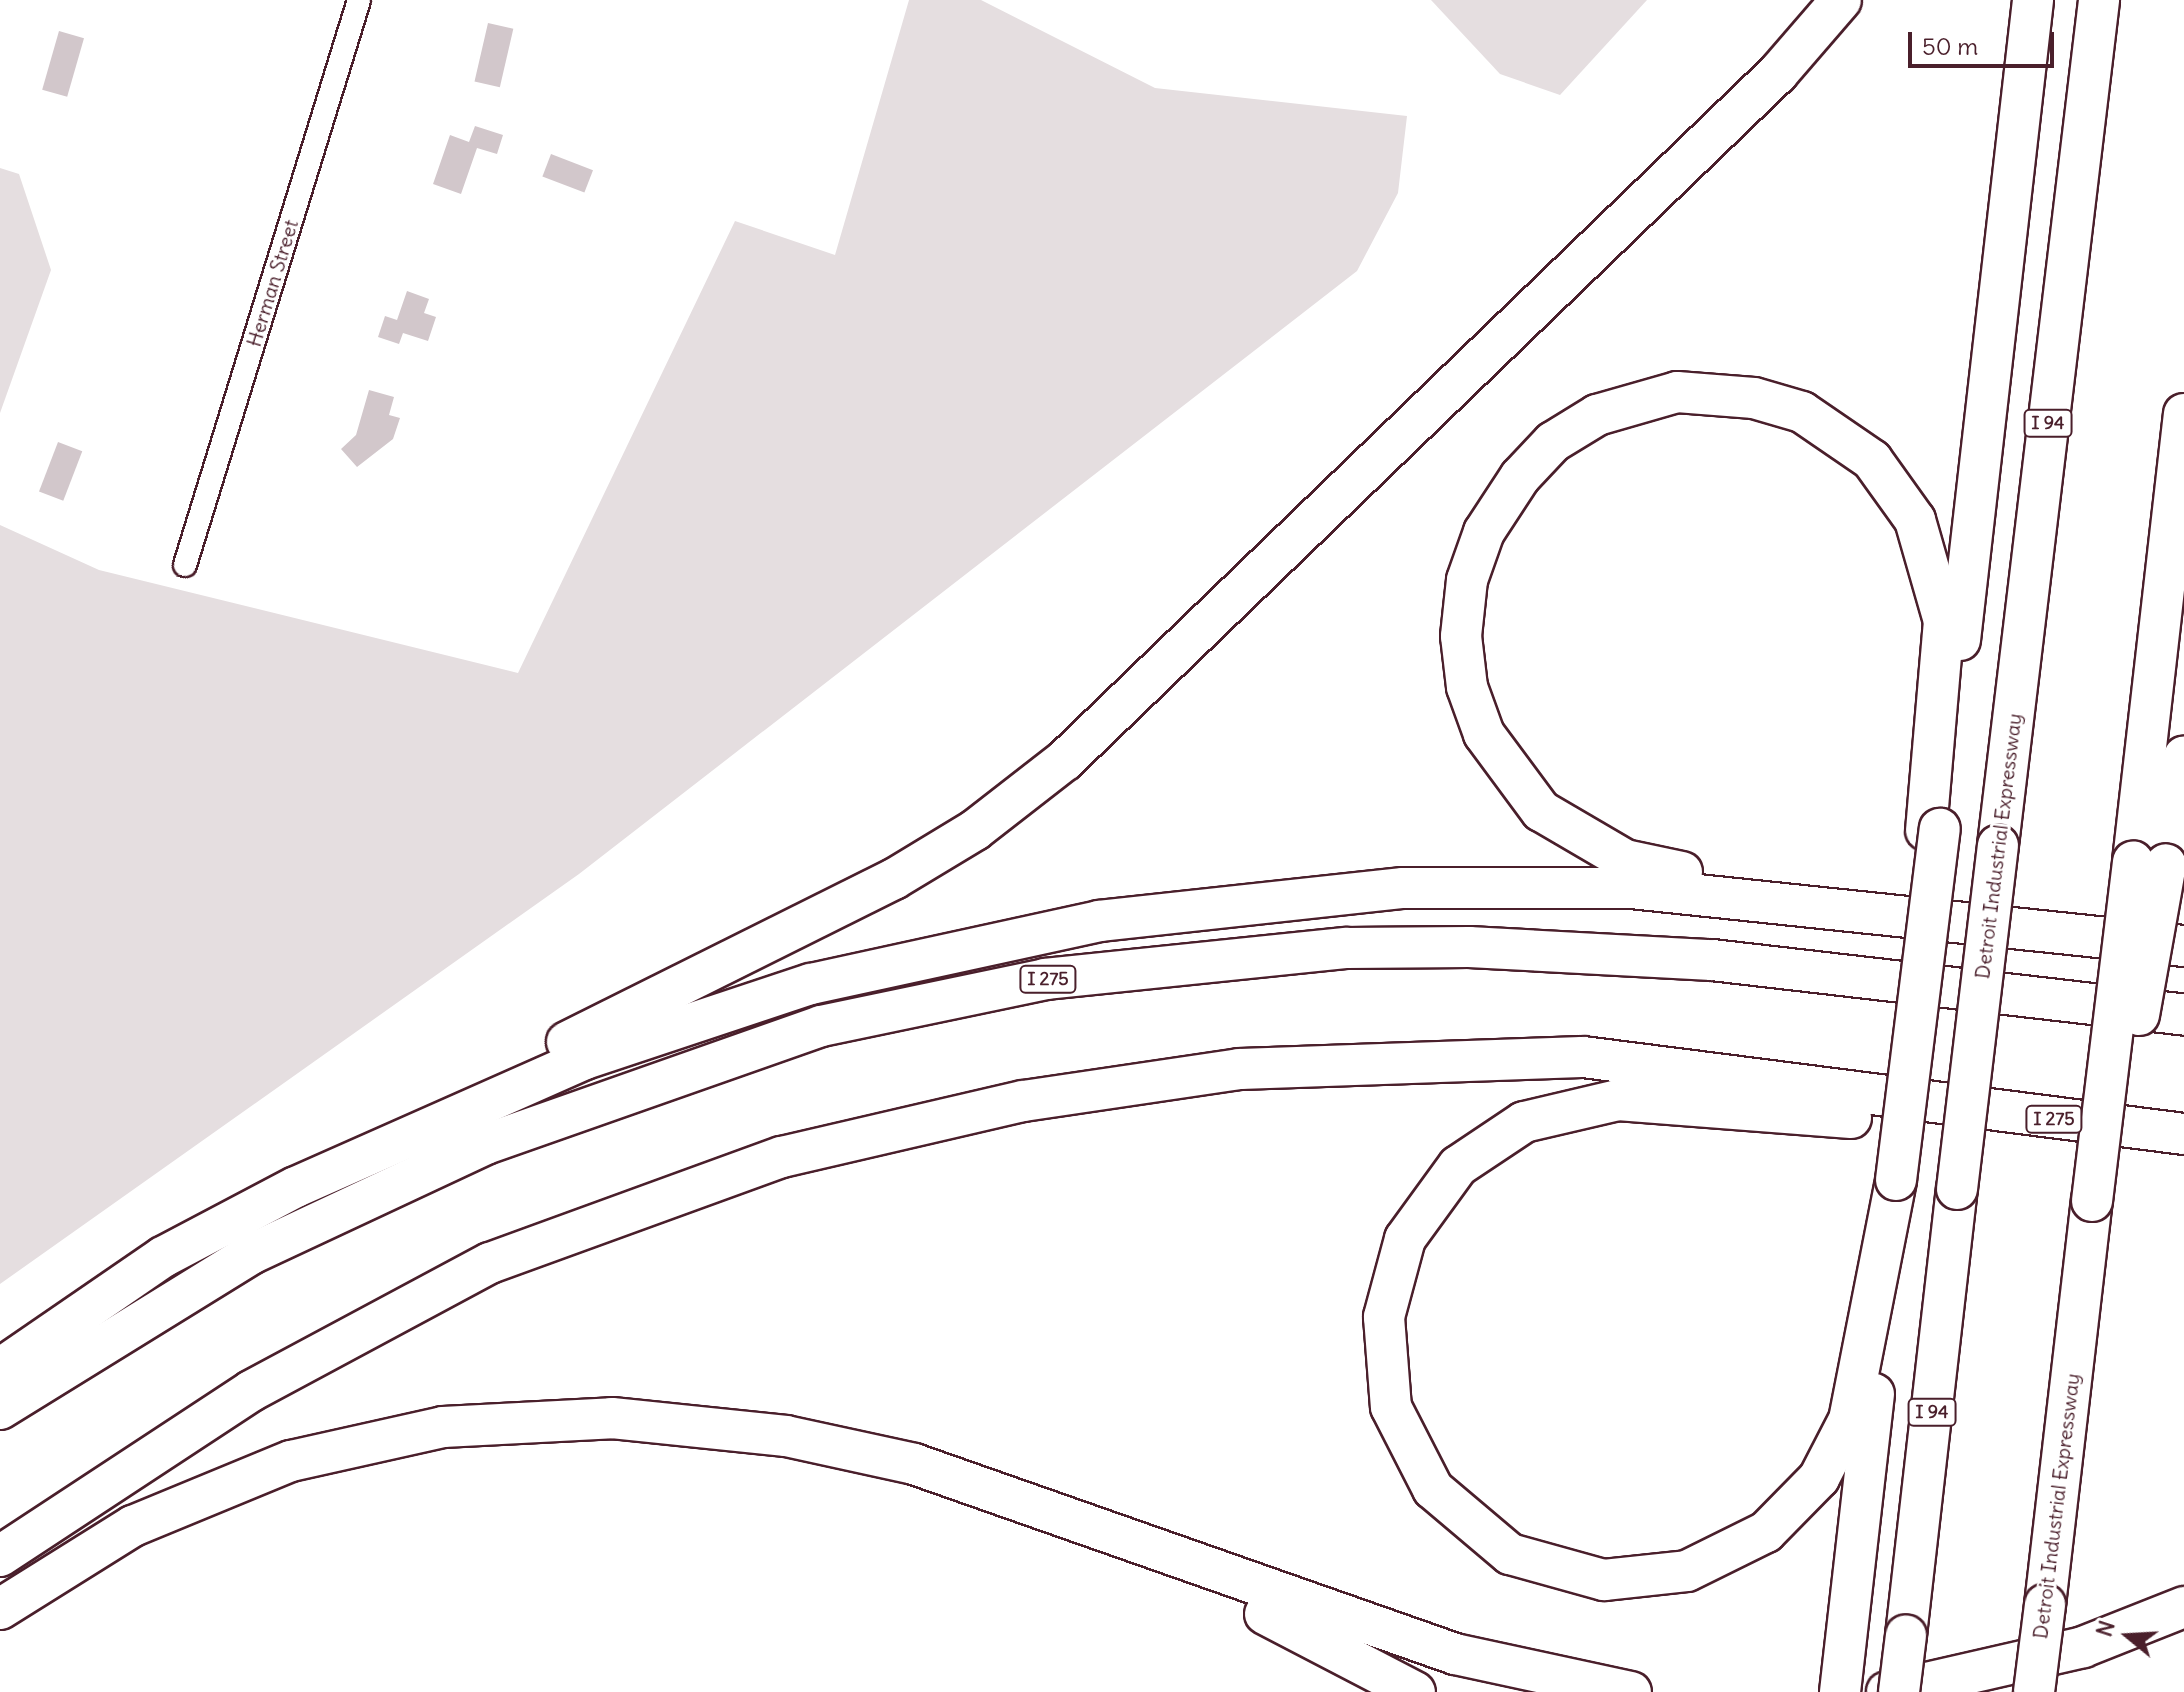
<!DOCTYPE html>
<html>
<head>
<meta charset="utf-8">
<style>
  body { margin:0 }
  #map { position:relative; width:2184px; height:1692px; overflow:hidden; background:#fff; font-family:Delius,sans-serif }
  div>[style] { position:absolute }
  .green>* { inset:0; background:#e5dee0 }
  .building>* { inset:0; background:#d2c7cb; transform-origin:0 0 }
  .roads { filter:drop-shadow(2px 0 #4a1f2b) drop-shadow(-2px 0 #4a1f2b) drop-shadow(0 2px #4a1f2b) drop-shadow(0 -2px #4a1f2b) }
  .street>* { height:22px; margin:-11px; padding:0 11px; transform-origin:11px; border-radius:11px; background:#fff }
  .highway>* { height:40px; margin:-20px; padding:0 20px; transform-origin:20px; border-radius:20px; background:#fff }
  .bridges { filter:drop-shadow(2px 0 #4a1f2b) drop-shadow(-2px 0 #4a1f2b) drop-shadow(0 2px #4a1f2b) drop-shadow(0 -2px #4a1f2b) }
  .highway-bridge>* { height:40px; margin:-20px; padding:0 20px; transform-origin:20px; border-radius:20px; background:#fff }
  span { translate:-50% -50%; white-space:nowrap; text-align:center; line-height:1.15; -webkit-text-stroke:6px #fff; paint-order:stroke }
  .shield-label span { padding:2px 6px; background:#fff; border:2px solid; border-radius:6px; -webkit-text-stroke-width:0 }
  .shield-label { font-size:18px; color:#4a1f2b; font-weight:700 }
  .street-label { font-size:20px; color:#4a1f2b }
  .north { position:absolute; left:2088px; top:1596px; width:80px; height:80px; -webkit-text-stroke:6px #fff; paint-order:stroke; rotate:288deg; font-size:22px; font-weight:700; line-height:32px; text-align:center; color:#4a1f2b }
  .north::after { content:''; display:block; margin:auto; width:28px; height:36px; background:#4a1f2b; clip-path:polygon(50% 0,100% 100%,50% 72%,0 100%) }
  .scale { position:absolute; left:1908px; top:32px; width:146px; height:36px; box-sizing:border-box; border:4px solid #4a1f2b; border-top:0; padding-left:10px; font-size:24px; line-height:28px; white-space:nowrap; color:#4a1f2b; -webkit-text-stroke:6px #fff; paint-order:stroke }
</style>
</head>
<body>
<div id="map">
  <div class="green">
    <i style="clip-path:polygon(909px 0,981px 0,1155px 88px,1407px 116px,1398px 193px,1357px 271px,579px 874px,0 1284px,0 525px,99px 570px,518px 673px,735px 221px,835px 255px)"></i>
    <i style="clip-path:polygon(1431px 0,1647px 0,1560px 95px,1500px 74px)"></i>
    <i style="clip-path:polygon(0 168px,19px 174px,51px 270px,0 413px)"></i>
  </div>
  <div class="building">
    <i style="left:488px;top:23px;width:26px;height:60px;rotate:13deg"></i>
    <i style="left:59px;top:31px;width:26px;height:61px;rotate:16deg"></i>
    <i style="clip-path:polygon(475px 126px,503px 135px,497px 154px,477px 148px,461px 194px,433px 184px,450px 135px,469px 142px)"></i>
    <i style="left:551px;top:154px;width:45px;height:24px;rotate:21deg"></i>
    <i style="clip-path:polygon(407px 291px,429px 299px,424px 313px,436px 317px,428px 341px,403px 333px,399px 344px,378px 337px,385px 316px,397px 320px)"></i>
    <i style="clip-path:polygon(369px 390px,394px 397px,389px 415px,400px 418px,393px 439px,357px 467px,341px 449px,356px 435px)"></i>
    <i style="left:58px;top:442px;width:26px;height:53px;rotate:21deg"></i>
  </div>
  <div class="roads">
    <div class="street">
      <i style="left:185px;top:565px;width:591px;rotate:-72.88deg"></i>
    </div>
    <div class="highway">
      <i style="left:1960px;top:640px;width:644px;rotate:-83.49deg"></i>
      <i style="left:1998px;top:845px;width:851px;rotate:-83.18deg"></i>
      <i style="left:2133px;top:861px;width:450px;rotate:-83.5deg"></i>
      <i style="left:2166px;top:864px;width:109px;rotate:-80.5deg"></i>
      <i style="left:1682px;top:872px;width:58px;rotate:-168.1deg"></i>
      <i style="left:1625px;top:860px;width:97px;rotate:-149.7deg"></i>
      <i style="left:1541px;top:811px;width:96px;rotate:-126.5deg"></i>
      <i style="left:1484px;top:734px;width:50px;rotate:-109.9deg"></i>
      <i style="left:1467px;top:687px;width:51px;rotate:-96.7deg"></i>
      <i style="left:1461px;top:636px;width:56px;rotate:-83.9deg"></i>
      <i style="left:1467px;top:580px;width:51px;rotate:-70.5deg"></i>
      <i style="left:1484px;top:532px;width:66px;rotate:-56.8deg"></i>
      <i style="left:1520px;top:477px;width:48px;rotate:-46.7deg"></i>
      <i style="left:1553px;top:442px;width:52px;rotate:-31.5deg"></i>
      <i style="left:1597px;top:415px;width:83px;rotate:-16deg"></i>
      <i style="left:1677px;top:392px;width:77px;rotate:4.5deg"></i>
      <i style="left:1754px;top:398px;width:50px;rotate:16.3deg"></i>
      <i style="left:1802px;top:412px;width:85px;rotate:34.4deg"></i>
      <i style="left:1872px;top:460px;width:74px;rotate:54.4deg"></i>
      <i style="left:1915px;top:520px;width:105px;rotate:74deg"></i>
      <i style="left:1944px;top:621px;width:210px;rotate:94.9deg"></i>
      <i style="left:567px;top:1042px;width:365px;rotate:-26.5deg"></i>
      <i style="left:894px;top:879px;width:95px;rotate:-31.2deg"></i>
      <i style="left:975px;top:830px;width:114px;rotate:-37.9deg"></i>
      <i style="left:1065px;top:760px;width:990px;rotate:-43.94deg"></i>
      <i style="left:1778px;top:73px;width:96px;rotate:-49.2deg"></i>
      <i style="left:1851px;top:1118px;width:234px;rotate:-175.6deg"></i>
      <i style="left:1618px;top:1100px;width:97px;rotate:166.8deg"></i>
      <i style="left:1524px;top:1122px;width:79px;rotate:146.3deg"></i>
      <i style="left:1458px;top:1166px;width:90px;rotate:126deg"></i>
      <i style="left:1405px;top:1239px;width:81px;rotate:105.1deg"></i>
      <i style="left:1384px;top:1317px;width:90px;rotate:85.6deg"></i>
      <i style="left:1391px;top:1407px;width:92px;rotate:62.9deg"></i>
      <i style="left:1433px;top:1489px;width:101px;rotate:40.2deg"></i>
      <i style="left:1510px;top:1554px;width:98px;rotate:15.5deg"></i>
      <i style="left:1604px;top:1580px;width:83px;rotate:-6.2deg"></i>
      <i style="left:1687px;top:1571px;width:88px;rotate:-26.3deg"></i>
      <i style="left:1766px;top:1532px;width:76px;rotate:-45.5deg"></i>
      <i style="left:1819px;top:1478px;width:65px;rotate:-62.7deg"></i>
      <i style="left:1849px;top:1420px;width:245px;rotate:-78.9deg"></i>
      <i style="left:0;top:1369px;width:198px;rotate:-34.5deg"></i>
      <i style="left:163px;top:1257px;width:150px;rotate:-27.8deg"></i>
      <i style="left:296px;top:1187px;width:316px;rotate:-23.9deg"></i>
      <i style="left:585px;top:1059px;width:238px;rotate:-18.4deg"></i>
      <i style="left:811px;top:984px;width:295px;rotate:-12.3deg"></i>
      <i style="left:1099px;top:921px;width:306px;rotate:-6.2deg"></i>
      <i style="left:1403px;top:888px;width:228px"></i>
      <i style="left:1631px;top:888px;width:556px;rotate:5.99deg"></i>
      <i style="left:0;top:1409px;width:295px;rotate:-31.7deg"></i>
      <i style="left:251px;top:1254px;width:259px;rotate:-25.1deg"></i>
      <i style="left:486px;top:1144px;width:355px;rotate:-19.4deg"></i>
      <i style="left:821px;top:1026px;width:229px;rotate:-11.8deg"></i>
      <i style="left:1045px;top:979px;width:304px;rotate:-5.9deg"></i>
      <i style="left:1347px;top:948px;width:122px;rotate:-0.5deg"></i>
      <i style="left:1469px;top:947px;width:243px;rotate:3.1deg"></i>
      <i style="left:1712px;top:960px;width:475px;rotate:6.6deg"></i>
      <i style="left:0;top:1556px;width:300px;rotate:-33.3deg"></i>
      <i style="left:251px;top:1391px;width:271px;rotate:-28.2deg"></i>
      <i style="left:490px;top:1263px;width:311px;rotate:-20deg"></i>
      <i style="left:782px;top:1157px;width:247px;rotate:-13.1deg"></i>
      <i style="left:1023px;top:1101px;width:218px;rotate:-8.4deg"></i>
      <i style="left:1239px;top:1069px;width:344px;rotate:-2deg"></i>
      <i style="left:1583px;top:1057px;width:606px;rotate:7.3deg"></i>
      <i style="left:2045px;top:1605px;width:407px;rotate:-83.4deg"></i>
      <i style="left:0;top:1609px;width:157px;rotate:-32deg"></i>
      <i style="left:133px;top:1526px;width:171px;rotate:-22.4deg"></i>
      <i style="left:291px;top:1461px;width:156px;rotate:-12.6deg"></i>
      <i style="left:443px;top:1427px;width:169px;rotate:-3deg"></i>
      <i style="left:612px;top:1418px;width:175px;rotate:5.9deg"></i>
      <i style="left:786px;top:1436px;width:131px;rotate:12.3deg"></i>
      <i style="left:914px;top:1464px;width:573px;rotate:19.35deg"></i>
      <i style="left:1455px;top:1654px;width:180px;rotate:12.2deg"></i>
      <i style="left:1265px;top:1614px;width:169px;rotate:27.5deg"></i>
      <i style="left:1906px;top:1635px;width:449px;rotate:-83.5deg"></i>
      <i style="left:1840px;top:1692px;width:300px;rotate:-83.5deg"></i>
      <i style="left:1887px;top:1692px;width:201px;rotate:-12.9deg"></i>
      <i style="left:2083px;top:1647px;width:109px;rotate:-21.6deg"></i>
    </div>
  </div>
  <div class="bridges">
    <div class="highway-bridge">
      <i style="left:2139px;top:1015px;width:153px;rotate:-79.9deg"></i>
      <i style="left:1896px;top:1180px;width:354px;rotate:-82.9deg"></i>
      <i style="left:1957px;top:1189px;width:346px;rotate:-83.2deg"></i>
      <i style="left:2092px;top:1201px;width:342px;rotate:-83.1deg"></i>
      <i style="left:1899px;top:1692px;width:57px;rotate:-83deg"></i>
      <i style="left:2034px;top:1692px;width:88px;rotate:-82.8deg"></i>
    </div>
  </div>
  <div class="shield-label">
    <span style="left:2048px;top:423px">I 94</span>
    <span style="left:1048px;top:979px">I 275</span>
    <span style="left:2054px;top:1119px">I 275</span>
    <span style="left:1932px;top:1412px">I 94</span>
  </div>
  <div class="street-label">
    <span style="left:272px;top:283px;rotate:-73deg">Herman Street</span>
    <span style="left:1998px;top:846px;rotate:-83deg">Detroit Industrial Expressway</span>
    <span style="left:2056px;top:1506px;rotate:-83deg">Detroit Industrial Expressway</span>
  </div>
  <div class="north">N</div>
  <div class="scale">50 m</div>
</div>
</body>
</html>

* * *

Look at the listing and set down only the lines from its start through the line with "font-size:18px; color:#4a1f2b; font-weight:700", word for word and without pictures.

Problem solution ->
<!DOCTYPE html>
<html>
<head>
<meta charset="utf-8">
<style>
  body { margin:0 }
  #map { position:relative; width:2184px; height:1692px; overflow:hidden; background:#fff; font-family:Delius,sans-serif }
  div>[style] { position:absolute }
  .green>* { inset:0; background:#e5dee0 }
  .building>* { inset:0; background:#d2c7cb; transform-origin:0 0 }
  .roads { filter:drop-shadow(2px 0 #4a1f2b) drop-shadow(-2px 0 #4a1f2b) drop-shadow(0 2px #4a1f2b) drop-shadow(0 -2px #4a1f2b) }
  .street>* { height:22px; margin:-11px; padding:0 11px; transform-origin:11px; border-radius:11px; background:#fff }
  .highway>* { height:40px; margin:-20px; padding:0 20px; transform-origin:20px; border-radius:20px; background:#fff }
  .bridges { filter:drop-shadow(2px 0 #4a1f2b) drop-shadow(-2px 0 #4a1f2b) drop-shadow(0 2px #4a1f2b) drop-shadow(0 -2px #4a1f2b) }
  .highway-bridge>* { height:40px; margin:-20px; padding:0 20px; transform-origin:20px; border-radius:20px; background:#fff }
  span { translate:-50% -50%; white-space:nowrap; text-align:center; line-height:1.15; -webkit-text-stroke:6px #fff; paint-order:stroke }
  .shield-label span { padding:2px 6px; background:#fff; border:2px solid; border-radius:6px; -webkit-text-stroke-width:0 }
  .shield-label { font-size:18px; color:#4a1f2b; font-weight:700 }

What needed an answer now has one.